(Records from a data collection)
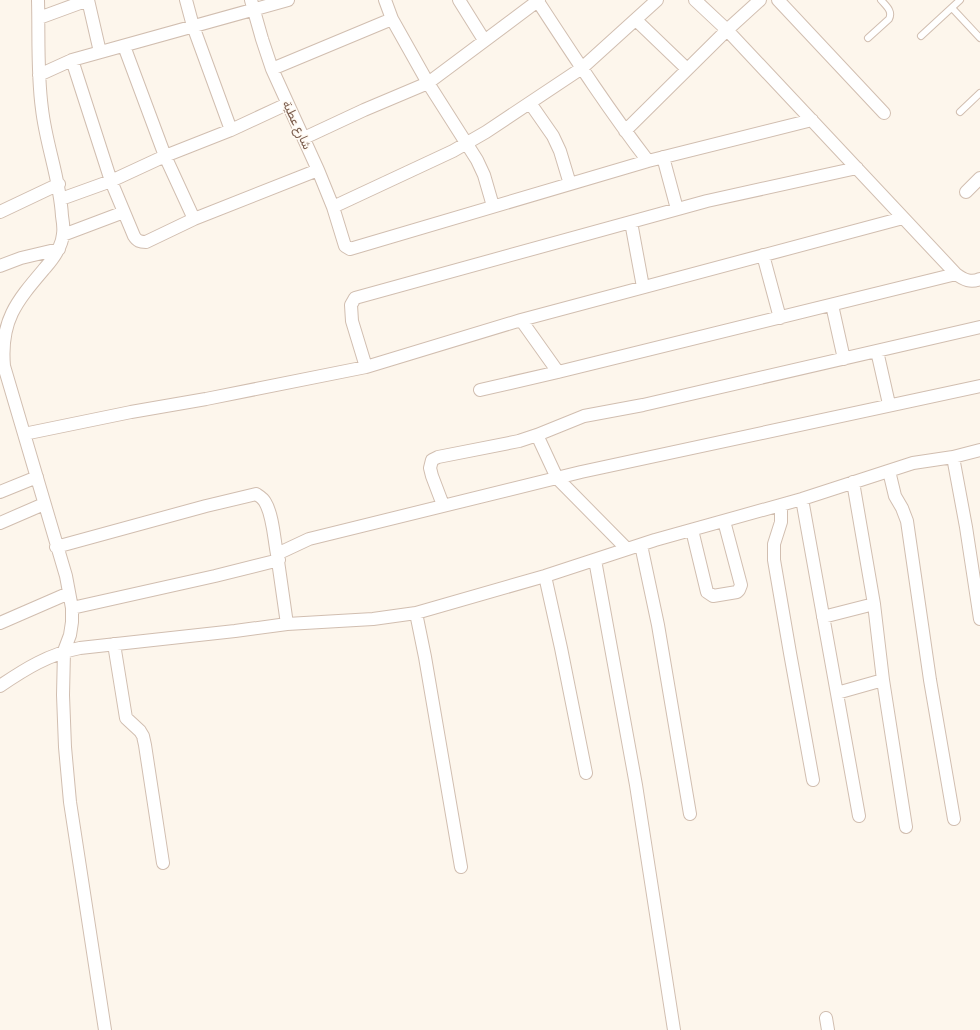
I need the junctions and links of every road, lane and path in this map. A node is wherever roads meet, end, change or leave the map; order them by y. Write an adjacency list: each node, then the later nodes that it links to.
1 (38, 0): 16 (street)
2 (88, 0): 16 (street); 26 (street)
3 (186, 0): 19 (street)
4 (288, 0): 14 (street)
5 (385, 0): 17 (street)
6 (459, 0): 24 (street)
7 (538, 0): 24 (street); 28 (street)
8 (657, 0): 18 (street)
9 (695, 0): 20 (street)
10 (760, 0): 20 (street)
11 (881, 0): 22 (lane)
12 (960, 0): 15 (lane)
13 (781, 1): 37 (street)
14 (252, 5): 19 (street); 29 (street, شارع عطية)
15 (952, 8): 21 (lane); 23 (lane)
16 (38, 18): 31 (street)
17 (392, 19): 29 (street); 32 (street)
18 (636, 20): 28 (street); 30 (street)
19 (193, 26): 25 (street); 39 (street)
20 (727, 30): 30 (street); 38 (street)
21 (921, 36)
22 (868, 38)
23 (980, 38)
24 (484, 40): 32 (street)
25 (124, 46): 26 (street); 43 (street)
26 (100, 52): 27 (street)
27 (72, 60): 31 (street); 49 (street)
28 (582, 68): 34 (street); 40 (street)
29 (272, 69): 35 (street, شارع عطية)
30 (687, 69): 40 (street)
31 (39, 75): 50 (street)
32 (428, 83): 41 (street); 42 (street)
33 (980, 93): 36 (lane)
34 (530, 103): 42 (street); 51 (street)
35 (287, 104): 39 (street); 41 (street, شارع عطية)
36 (960, 112)
37 (884, 113)
38 (812, 120): 44 (street); 46 (street)
39 (231, 130): 43 (street)
40 (625, 131): 45 (street)
41 (304, 138): 47 (street, شارع عطية)
42 (466, 143): 54 (street); 55 (street)
43 (165, 156): 49 (street); 60 (street)
44 (662, 157): 45 (street); 56 (street)
45 (648, 161): 51 (street)
46 (857, 168): 56 (street); 59 (street)
47 (318, 170): 55 (street, شارع عطية); 60 (street)
48 (980, 178): 52 (street)
49 (111, 181): 53 (street); 58 (street)
50 (59, 184): 53 (street); 57 (street)
51 (570, 184): 54 (street)
52 (966, 192)
53 (61, 199): 62 (street)
54 (493, 206): 55 (street, شارع عطية)
55 (332, 207)
56 (677, 209): 61 (street)
57 (0, 212)
58 (124, 212): 60 (street); 62 (street)
59 (904, 218): 64 (street); 66 (street)
60 (194, 219)
61 (631, 222): 68 (street); 76 (street)
62 (64, 235): 63 (street)
63 (59, 249): 65 (street); 73 (street)
64 (763, 255): 68 (street); 70 (street)
65 (0, 266)
66 (956, 274): 67 (street); 69 (street)
67 (980, 279)
68 (643, 287): 71 (street)
69 (832, 305): 70 (street); 75 (street)
70 (780, 318): 77 (street)
71 (521, 320): 76 (street); 77 (street)
72 (980, 327): 74 (street)
73 (0, 340): 81 (street)
74 (877, 351): 75 (street); 80 (street)
75 (844, 359): 82 (street)
76 (366, 366): 81 (street)
77 (558, 372): 79 (street)
78 (980, 386): 80 (street)
79 (480, 390)
80 (889, 404): 87 (street)
81 (24, 434): 86 (street)
82 (537, 435): 87 (street); 92 (street)
83 (980, 450): 84 (street)
84 (953, 457): 85 (street); 108 (street)
85 (889, 471): 88 (street); 120 (street)
86 (37, 477): 89 (street); 91 (street)
87 (557, 478): 92 (street); 99 (street)
88 (853, 482): 90 (street); 104 (street)
89 (0, 492)
90 (802, 499): 93 (street); 107 (street)
91 (44, 504): 95 (street); 98 (street)
92 (443, 505): 100 (street)
93 (780, 505): 94 (street); 117 (street)
94 (724, 521): 96 (street); 96 (street)
95 (0, 523)
96 (692, 530): 97 (street)
97 (641, 545): 99 (street); 118 (street)
98 (56, 547): 100 (street); 103 (street)
99 (627, 549): 101 (street)
100 (278, 557): 105 (street); 110 (street)
101 (595, 560): 102 (street); 125 (street)
102 (545, 576): 106 (street); 116 (street)
103 (69, 593): 105 (street); 109 (street)
104 (874, 604): 107 (street); 113 (street)
105 (72, 608): 112 (street)
106 (416, 613): 110 (street); 123 (street)
107 (823, 617): 115 (street)
108 (980, 619)
109 (0, 623)
110 (287, 624): 111 (street)
111 (114, 644): 112 (street); 122 (street)
112 (64, 651): 114 (street); 124 (street)
113 (883, 680): 115 (street); 121 (street)
114 (0, 686)
115 (837, 693): 119 (street)
116 (586, 774)
117 (813, 780)
118 (690, 814)
119 (859, 816)
120 (954, 818)
121 (906, 826)
122 (163, 863)
123 (461, 867)
124 (105, 1030)
125 (674, 1030)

Brief
When a line among the entries contains "lane", pull that line out.

Solution for this exercise
I need the junctions and links of every road, lane and path in this map. A node is wherever roads meet, end, change or leave the map; order them by y. Write an adjacency list: each node, then the later nodes that it links to.
11 (881, 0): 22 (lane)
12 (960, 0): 15 (lane)
15 (952, 8): 21 (lane); 23 (lane)
33 (980, 93): 36 (lane)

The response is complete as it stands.